EUBENA NAMPITJIN

BIOGRAPHY

Eubena Nampitjin (1924 - 2013)
Eubena Nampitjin (1924 - 2013)

Born at Yalantijirri near Well 33 on the Canning Stock Route, Eubena Nampitjin moved to the Catholic mission that had been established 5 years earlier near the northern reaches of Lake Gregory in 1948. In 1962 the mission moved to Wirrimanu (Balgo Hills) where there was a more permanent water supply and thereafter became a melting pot of tribal peoples drawn from the cusp of the Tanami and Great Sandy Deserts. The Wangkajunga, Walmajarri, Kukata, Walpiri, Ngarti and Djaru people congregated there as life became more and more difficult on their traditional land.

While the people of Balgo Hills heard of the emergence of the Papunya art movement from Pintupi when they visited the mission to take part in ceremony in 1971, their own art movement did not begin until the mid 1980’s. The confluence of up to 10 different Aboriginal traditions in this one community resulted in a degree of flexibility in the practice of law, art and ritual. Since many of the older generation left the desert as mature adults, the majority of their paintings relate strongly to their land and are expressed from a personal or experiential perspective.

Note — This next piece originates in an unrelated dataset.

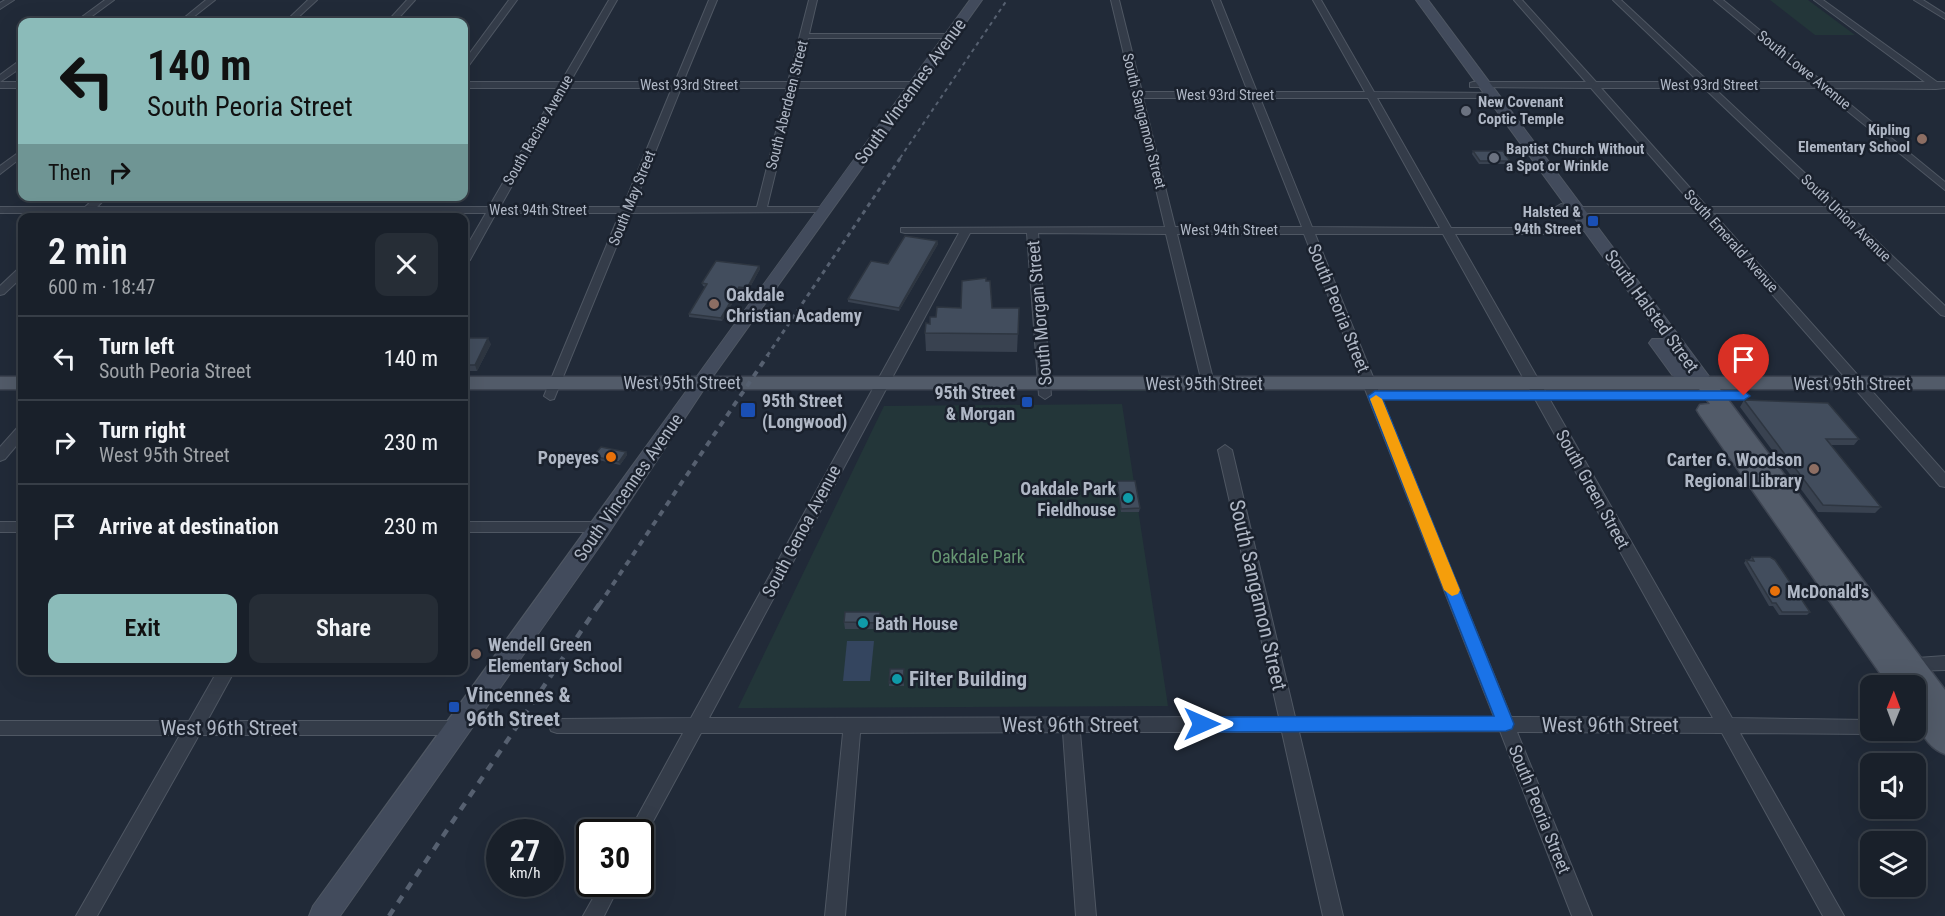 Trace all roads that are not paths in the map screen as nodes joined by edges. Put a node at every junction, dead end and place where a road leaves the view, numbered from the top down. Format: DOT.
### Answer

Eubena did not begin painting until the second art coordinator, Michael Rae, extended the opportunity to paint beyond the Adult Education Centre to the camps that had established themselves around the fringes of the mission. Canvases were delivered and collected on a weekly rotation and it was common for husbands and wives to complete canvases together. This was certainly the case with Eubena Nampitjin, who developed her aesthetic alongside her second husband, Wimmitji Tjapangarti. They began collaborating in 1988 and their art flourished under Rae’s guidance. Though Wimmitji and Eubena initially worked in earthy brown and red toning with areas of white dotting and lines, by 1989 they began experimenting with soft floral patterns transforming the complex dotting and compositions that characterise their work into delicately beautiful and opulent paintings. Their early works portrayed Dreaming sites, country, and ancestral travels in the most intimate cartographic detail and are, to this day, the very finest paintings that have ever emanated from the community. Whether these paintings were attributed to Wimmitji or Eubena was always simply a matter of chance. Canvases were delivered and names were transcribed on to the back prior to handing them to the artists. They were never attributed to both husband and wife. As the art centre flourished and demand for their paintings grew, Wimmitji began painting less and Eubena increasingly painted on her own. After the death of her daughter Ema Gimme Nungerayai in 1993, Eubena returned to Well 33 and did not paint again until encouraged to return to Balgo Hills two years later. From that time on she painted alone with larger, freer dots and a more gestural style executed with a palate of red, yellow and pink. In time these late career works became more akin to finger painting with fluid brushstrokes and only the occasional intimate section actually dotted with a stick.

While Balgo’s physical isolation has conferred the space to evolve a distinct and unique artistic style, Eubena’s own separation from her homeland has manifested as an art of absence, an act of homage, which has crystallised the poignancy of her country in her works. The sense of raw energy and spontaneity in her work with her trademark use of vibrant colour, bold patterning, and rough and ready handling creates an 'extraordinary sense of presence,' that overrides any connotations of the work as an object of anthropological significance and invites the viewer 'to appreciate pictures for their immediate visual impact as works of contemporary art' (McDonald 1995).

Eubena’s art transported her 'way into her country, re-inhabiting it brush mark by brush mark, like walking or breathing' (Mahood 2005: 18). She perpetually renewed this sense of country, tirelessly sitting in her customary position on the floor of the art centre, painting for hours on end. She stated 'I like painting from my heart … I like to do paintings, big ones, to keep my spirit strong. Really good. I don’t get tired doing big ones, sometimes I do them in one day. My spirit keeps me strong' (cited in Alexander 2004: V1).